出雲と言っていることは大体同じはずなのに信用度の違いはなんなのかと、揚羽は出雲と梨羅を一瞥する。
「ちょっと狭いけど、入って入って」
「ありがとうございます。失礼します」
中に入ると、テーブルとソファとキッチンが目についた。横には洗面所に向かうであろうドア。一見すると狭いワンルームのようだった。部屋の奥にはゲーミングチェアと大きめのモニターが三台ほど並んでいて、落ち着いた内装でそこだけが明らかに浮いていた。
「祢音くーん。出雲くんたち戻ってきたよー」
梨羅が部屋の奥に呼びかけるが、返事はなかった。
「……寝てる?」
「起きてる」
素っ気ない声はゲーミングチェアから聞こえた。椅子がくるりと回ると、スマホを持った青年が、だらけていると言ってもいい体勢で座っていた。
「こちら、瀬戸揚羽さん」
青年は揚羽をじとりと見つめる。
年齢は揚羽と同じくらい。艶のある黒髪、見て分かるほどの濃い隈、全身が黒で統一された服を着た青年は、いわゆる地雷系と例えるのが適切かもしれない。

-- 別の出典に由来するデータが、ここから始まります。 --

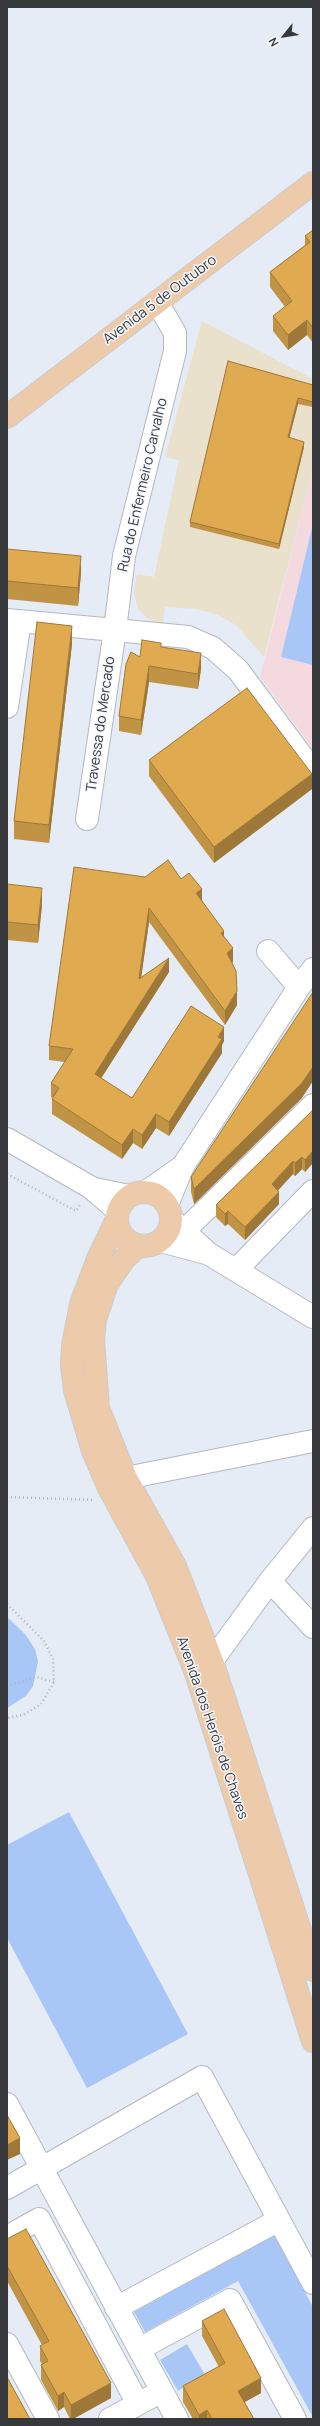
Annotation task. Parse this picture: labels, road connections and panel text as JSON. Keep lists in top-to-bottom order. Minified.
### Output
{"streets":{"main road":["Avenida 5 de Outubro","Avenida dos Heróis de Chaves"],"street":["Rua do Enfermeiro Carvalho","Travessa do Mercado"]},"crossings":[["Avenida 5 de Outubro","Rua do Enfermeiro Carvalho"],["Rua do Enfermeiro Carvalho","Travessa do Mercado"]],"north":"bottom left"}
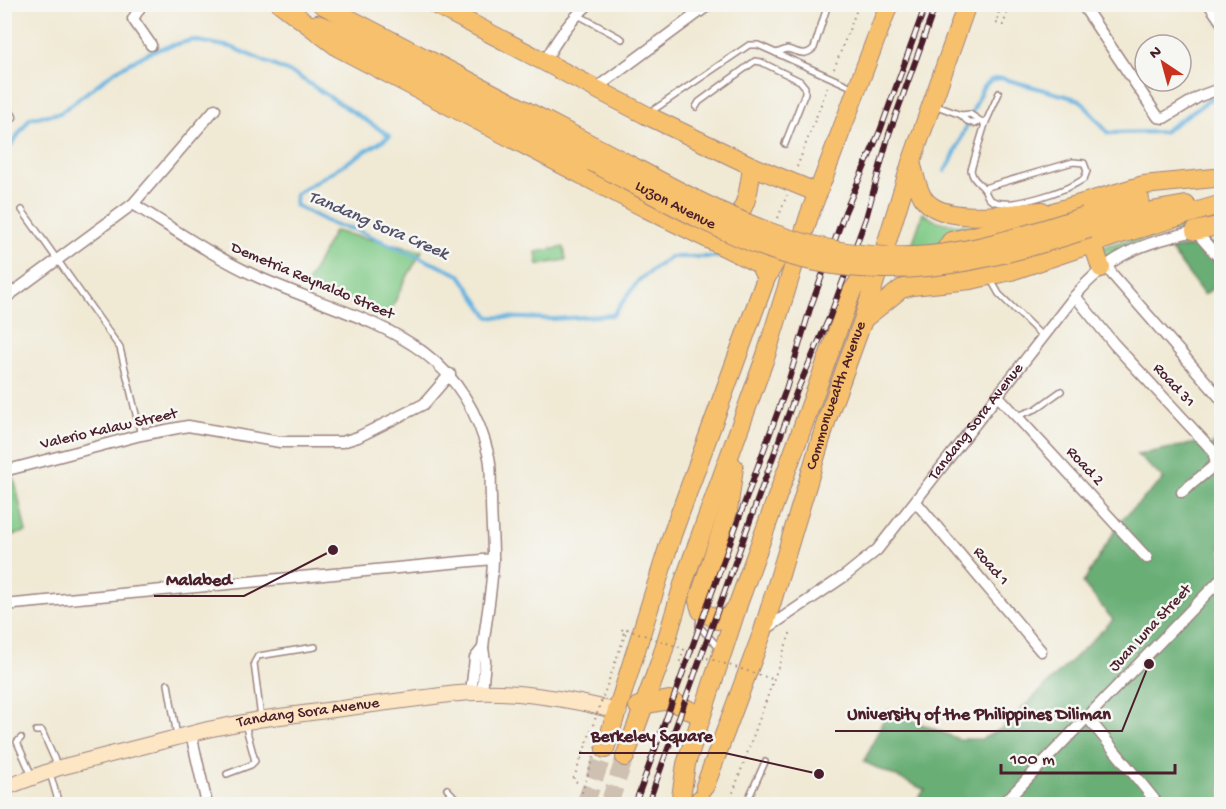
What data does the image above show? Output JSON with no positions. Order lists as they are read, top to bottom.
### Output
{
  "streets": {
    "main road": ["Luzon Avenue", "Commonwealth Avenue", "Tandang Sora Avenue"],
    "street": [
      "Demetria Reynaldo Street",
      "Road 31",
      "Valerio Kalaw Street",
      "Road 2",
      "Road 1",
      "Juan Luna Street"
    ]
  },
  "crossings": [
    ["Demetria Reynaldo Street", "Tandang Sora Avenue"],
    ["Demetria Reynaldo Street", "Valerio Kalaw Street"],
    ["Road 31", "Tandang Sora Avenue"],
    ["Commonwealth Avenue", "Tandang Sora Avenue"],
    ["Tandang Sora Avenue", "Road 2"],
    ["Tandang Sora Avenue", "Road 1"]
  ],
  "water": ["Tandang Sora Creek"],
  "places": ["Malabed", "University of the Philippines Diliman", "Berkeley Square"],
  "scale_bar": "100 m",
  "north": "top left"
}
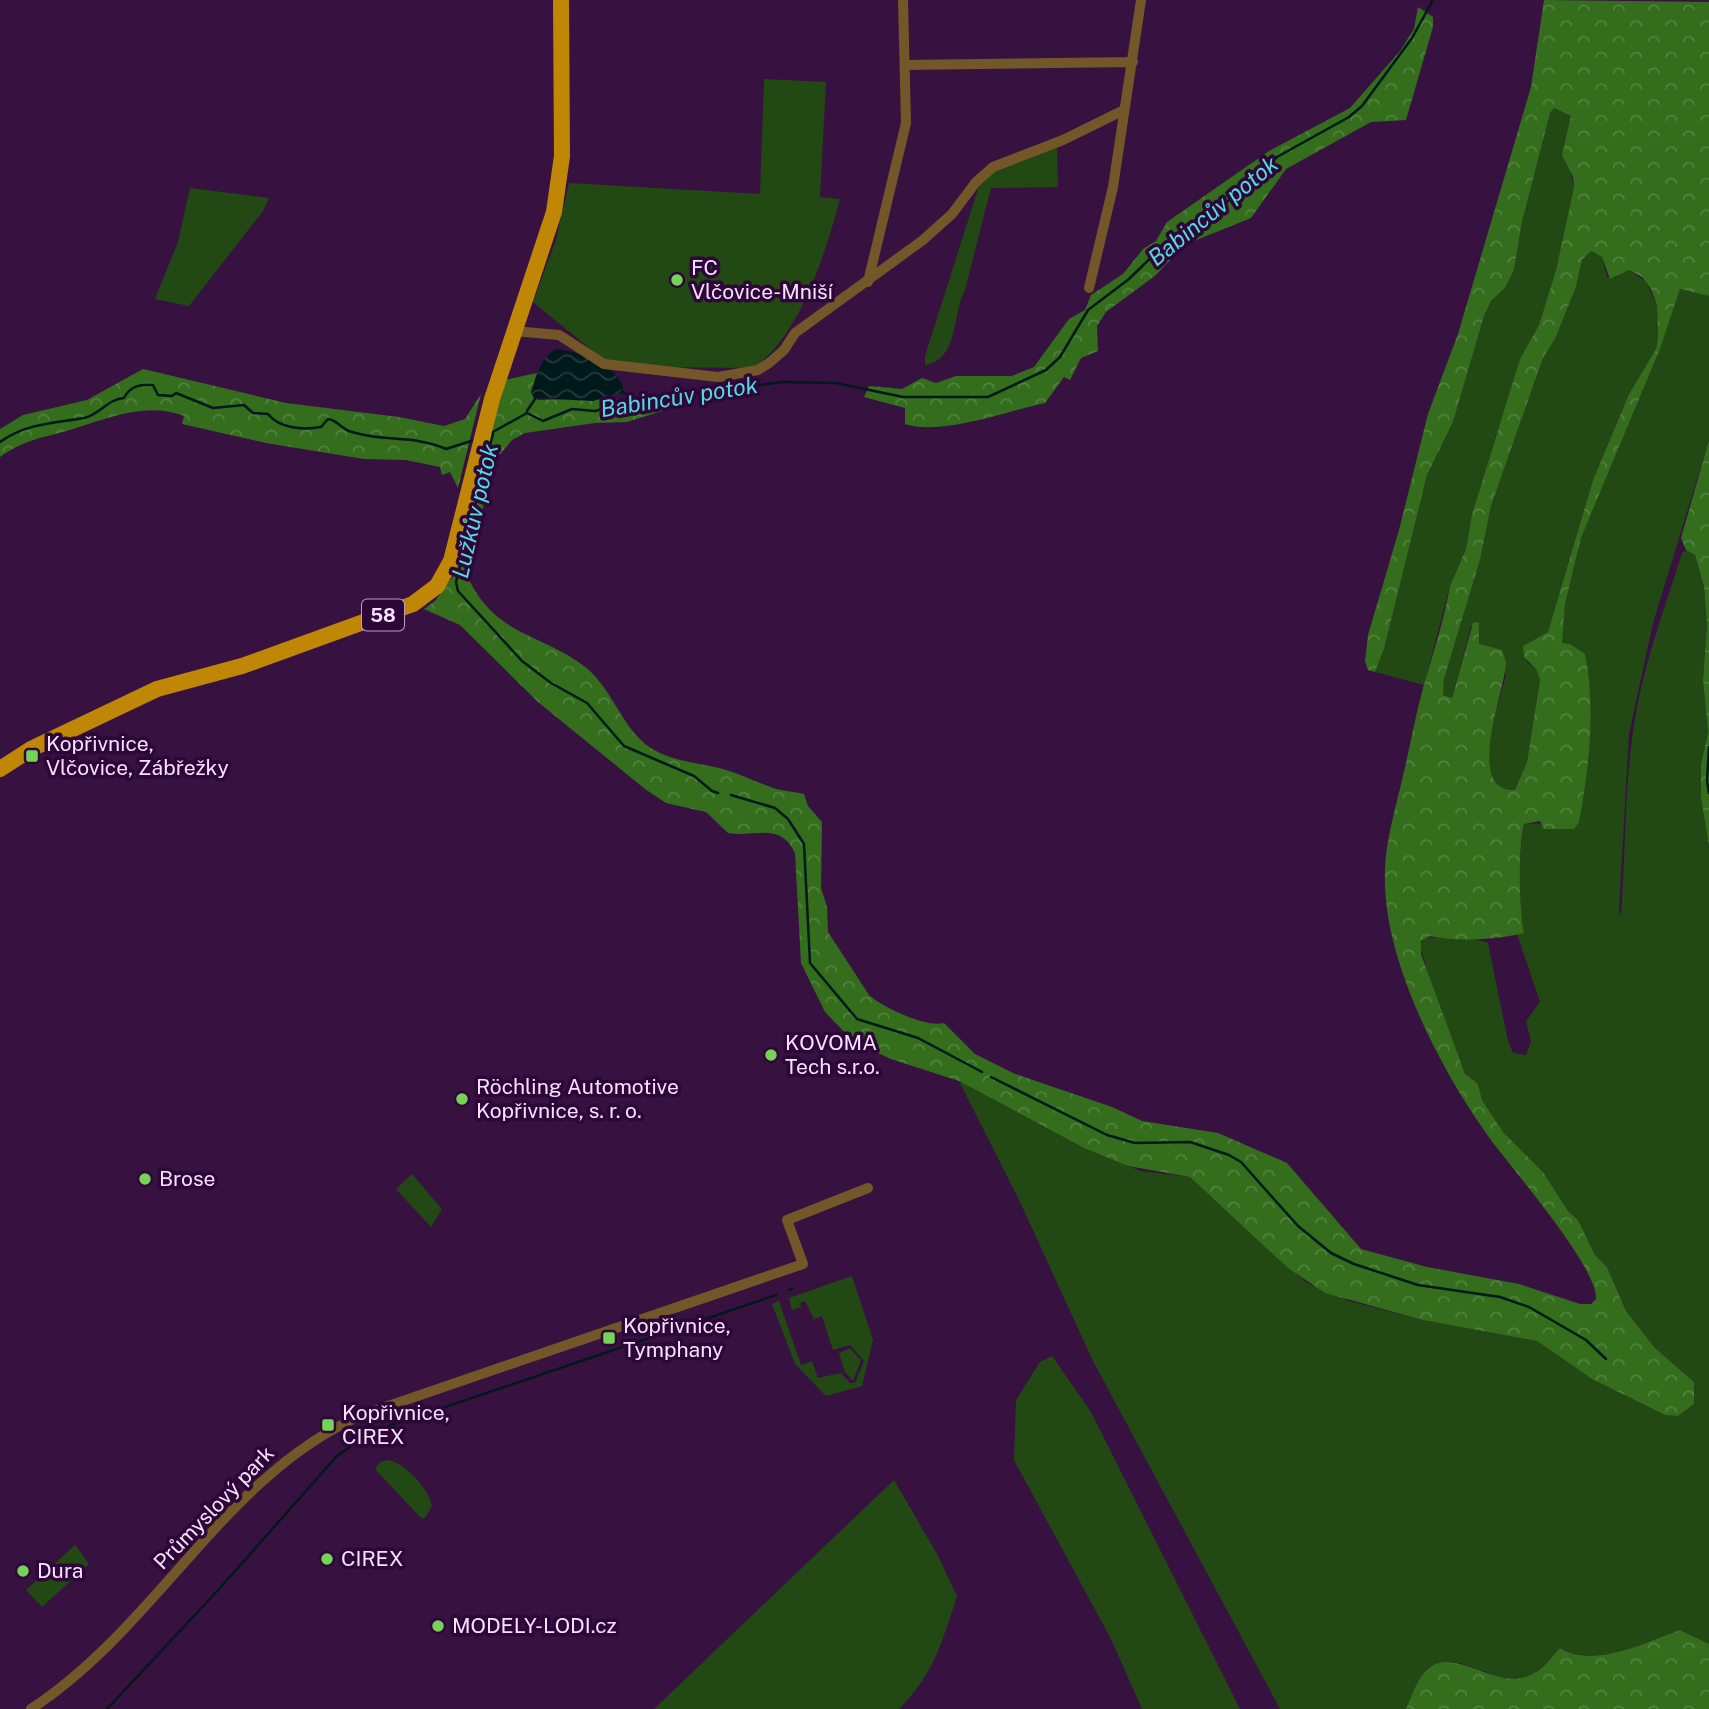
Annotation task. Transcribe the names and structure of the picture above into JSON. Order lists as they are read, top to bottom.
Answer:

「瀬戸揚羽と申します。本日からよろしくお願いいたします」
青年の冷たい視線を受け止め、揚羽は出雲と梨羅に向けたのと同様に頭を下げる。
「……沖田祢音」
「え?」
「名前。沖田祢音」
それだけ言うと祢音はスマホに視線を落とし、再び椅子をくるりと回した。
「ごめんね。ちょっと緊張してるみたい」
「は、はぁ……」
あの態度のどこが緊張しているのだろうかと、揚羽は思わず尋ねそうになった。
もしかすると、沖田祢音という男は出雲と同じくらい厄介かもしれない。この二人と一緒にいる梨羅が不憫でならないと、揚羽は梨羅へ同情の念を抱いた。
「そうだ。マリンちゃんにも挨拶してもらおっか」
座って待ってて、と梨羅は揚羽をソファへ案内する。
「マリンは呼ばなくていいだろ」
「顔合わせは大事だよ」
出雲とやり取りをしながら、梨羅は祢音が座っているゲーミングチェアに近づく。
「祢音くん、ちょっといいかな」
「……」
「ゲーム終わるまで待ってるね」
梨羅が声をかけても、祢音はスマホから顔を上げなかった。明らかに無視をされているが、梨羅は気にせずにスマホを覗いてニコニコとしていた。
「その間に煙草吸ってくるかな」
「駄目。出雲くんの煙草長いんだから」
「祢音のゲームが終わるよりは早い」
「それでも駄目。瀬戸さんがいるでしょ」
ぴしゃりと言い放つ梨羅に、出雲はしぶしぶ同意して近くのスツールに腰掛ける。
どうやら梨羅はこの場にいる誰よりも発言権はあるようだ。揚羽は静かに梨羅の背中に視線を送った。